Progress

I have a relation who was diagnosed in her twenties with schizophrenia (and she was full-blown psychotic), but it seems to have just disappeared. She’s been fine for decades and has a full-time, demanding job. So this news may help explain why:

Schizophrenia is classified as a psychotic disorder, one characterized by an inability to discern what is real and not real, to think clearly, have normal emotional responses, and act normally in social situations. As Elyn Saks told us last year, “it’s a waking nightmare, where you have all the bizarre images, the terrible things happening, and the utter terror — only with a nightmare you open your eyes and it goes away. No such luck with a psychotic episode.”

Scientists aren’t entirely sure what causes it, nor does it manifest identically in all people who have it (leading to the broader diagnosis of being on the ‘schizophrenia spectrum’). But links have been made to genetics, social factors (including early development), and neurobiology. The heritability link looks to be particularly promising, however; about 80% of the risk for schizophrenia is genetic. Yet scientists have struggled to identify which genes are responsible for the condition.
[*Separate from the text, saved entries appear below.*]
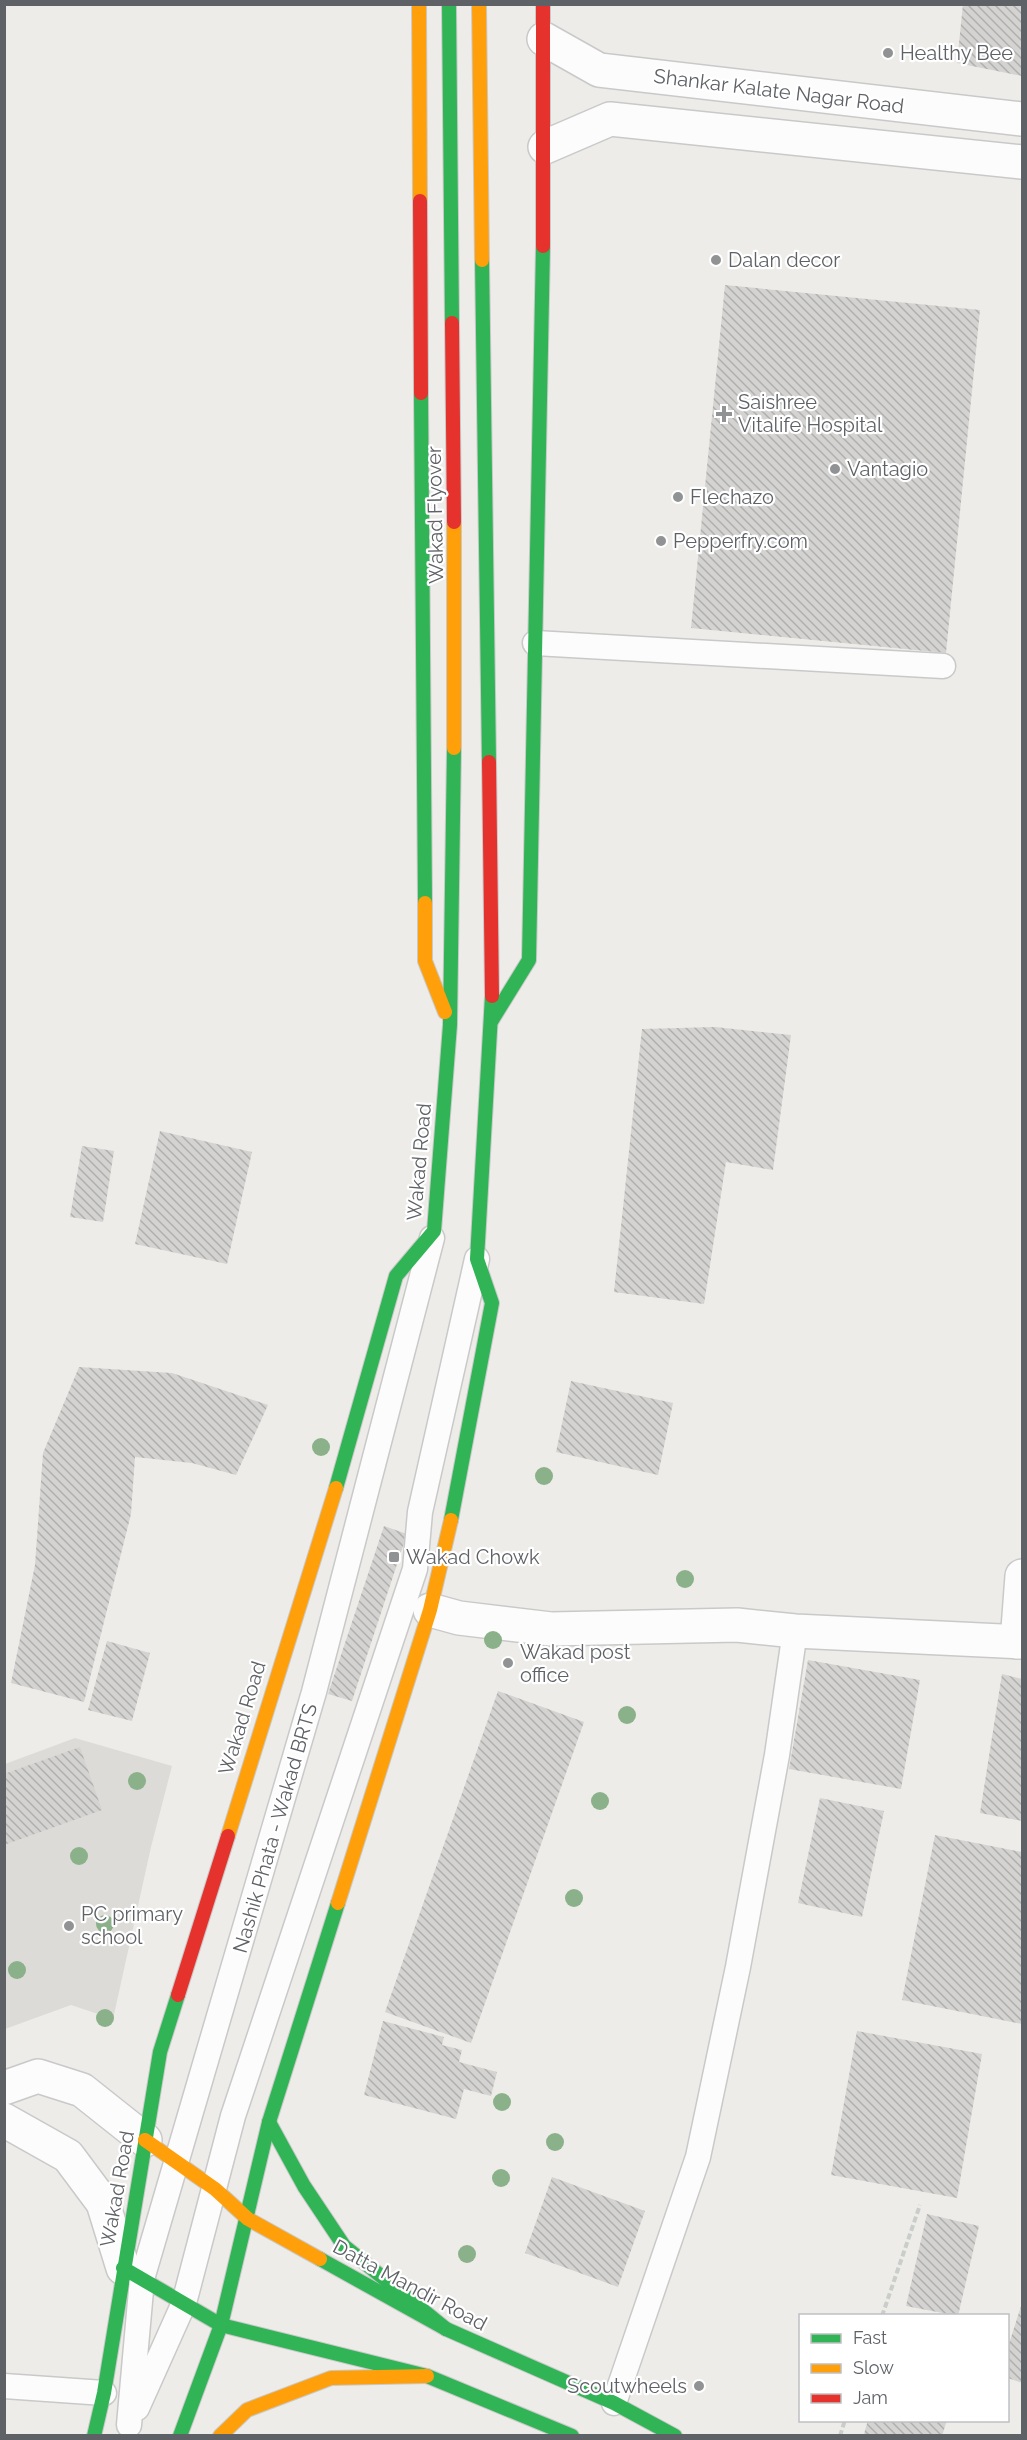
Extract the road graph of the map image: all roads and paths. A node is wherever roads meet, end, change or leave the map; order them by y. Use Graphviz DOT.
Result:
graph roads {
  1 [pos="419,4"];
  2 [pos="449,4"];
  3 [pos="479,4"];
  4 [pos="543,4"];
  5 [pos="544,39"];
  6 [pos="1023,119"];
  7 [pos="545,147"];
  8 [pos="1023,162"];
  9 [pos="535,643"];
  10 [pos="943,666"];
  11 [pos="492,1020"];
  12 [pos="450,1025"];
  13 [pos="434,1231"];
  14 [pos="477,1259"];
  15 [pos="1023,1576"];
  16 [pos="430,1610"];
  17 [pos="795,1631"];
  18 [pos="1020,1642"];
  19 [pos="4,2088"];
  20 [pos="4,2120"];
  21 [pos="269,2122"];
  22 [pos="145,2140"];
  23 [pos="176,2162"];
  24 [pos="215,2189"];
  25 [pos="921,2205"];
  26 [pos="248,2219"];
  27 [pos="132,2273"];
  28 [pos="184,2303"];
  29 [pos="883,2314"];
  30 [pos="221,2325"];
  31 [pos="446,2329"];
  32 [pos="427,2376"];
  33 [pos="4,2386"];
  34 [pos="104,2392"];
  35 [pos="614,2403"];
  36 [pos="128,2430"];
  37 [pos="94,2436"];
  38 [pos="180,2436"];
  39 [pos="220,2436"];
  40 [pos="572,2436"];
  41 [pos="675,2436"];
  1 -- 12 [label="main road"];
  2 -- 12 [label="main road, Wakad Flyover"];
  3 -- 11 [label="main road"];
  4 -- 5 [label="main road"];
  5 -- 6 [label="street, Shankar Kalate Nagar Road"];
  5 -- 7 [label="main road"];
  7 -- 8 [label="street"];
  7 -- 9 [label="main road"];
  9 -- 10 [label="lane"];
  9 -- 11 [label="main road"];
  11 -- 14 [label="main road"];
  12 -- 13 [label="main road, Wakad Road"];
  13 -- 22 [label="main road, Wakad Road"];
  13 -- 23 [label="lane, Nashik Phata - Wakad BRTS"];
  14 -- 16 [label="main road"];
  14 -- 24 [label="lane, Nashik Phata - Wakad BRTS"];
  15 -- 18 [label="street"];
  16 -- 17 [label="street"];
  16 -- 21 [label="main road"];
  17 -- 18 [label="street"];
  17 -- 35 [label="lane"];
  19 -- 22 [label="street"];
  20 -- 27 [label="street"];
  21 -- 26 [label="main road"];
  21 -- 31 [label="main road"];
  22 -- 23 [label="main road, Datta Mandir Road"];
  22 -- 27 [label="main road, Wakad Road"];
  23 -- 24 [label="main road, Datta Mandir Road"];
  23 -- 27 [label="lane, Nashik Phata - Wakad BRTS"];
  24 -- 26 [label="main road, Datta Mandir Road"];
  24 -- 28 [label="lane, Nashik Phata - Wakad BRTS"];
  25 -- 29 [label="path"];
  26 -- 30 [label="main road"];
  26 -- 31 [label="main road, Datta Mandir Road"];
  27 -- 28 [label="main road"];
  27 -- 34 [label="main road, Wakad Road"];
  27 -- 36 [label="lane, Nashik Phata - Wakad BRTS"];
  28 -- 30 [label="main road"];
  28 -- 36 [label="lane, Nashik Phata - Wakad BRTS"];
  30 -- 32 [label="main road"];
  30 -- 38 [label="main road"];
  31 -- 35 [label="main road, Datta Mandir Road"];
  32 -- 39 [label="main road"];
  32 -- 40 [label="main road"];
  33 -- 34 [label="lane"];
  34 -- 37 [label="main road, Wakad Road"];
  35 -- 41 [label="main road, Datta Mandir Road"];
}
But a novel approach to analyzing genetic influences on more than 4,000 people with schizophrenia has finally allowed researchers to identify distinct gene clusters that contribute to eight different classes of schizophrenia.

3 thoughts on “Progress

  1. Everything is hereditary and rooted in genetics. Everything. Including why some catch and some do not catch the same common cold. Why these genes are in our DNA is the question. Are they an accident of natural (?) combinations (people producing offspring and changing the DNA pattern) or were they purposely implanted in our DNA in the past for some unknown and yet undiscovered reason? Not everybody caught the Spanish Flu virus of 1917-18 and those people who survived the Black Plague had a resistant gene.

  2. My particular concern with genetics is the development of a determinist paradigm with respect to a variety of human ailments. Certain elements in society would be quite happy to introduce a ‘new’ eugenics, allowing them to terminate the lives and reproductive rights of billions based on connections scientists “aren’t entirely sure” of.

  3. Euthanasia. In polite society they call it war. If we end all violence then violence in any form would become unacceptable. Including any decision about who gets to live and who gets to die.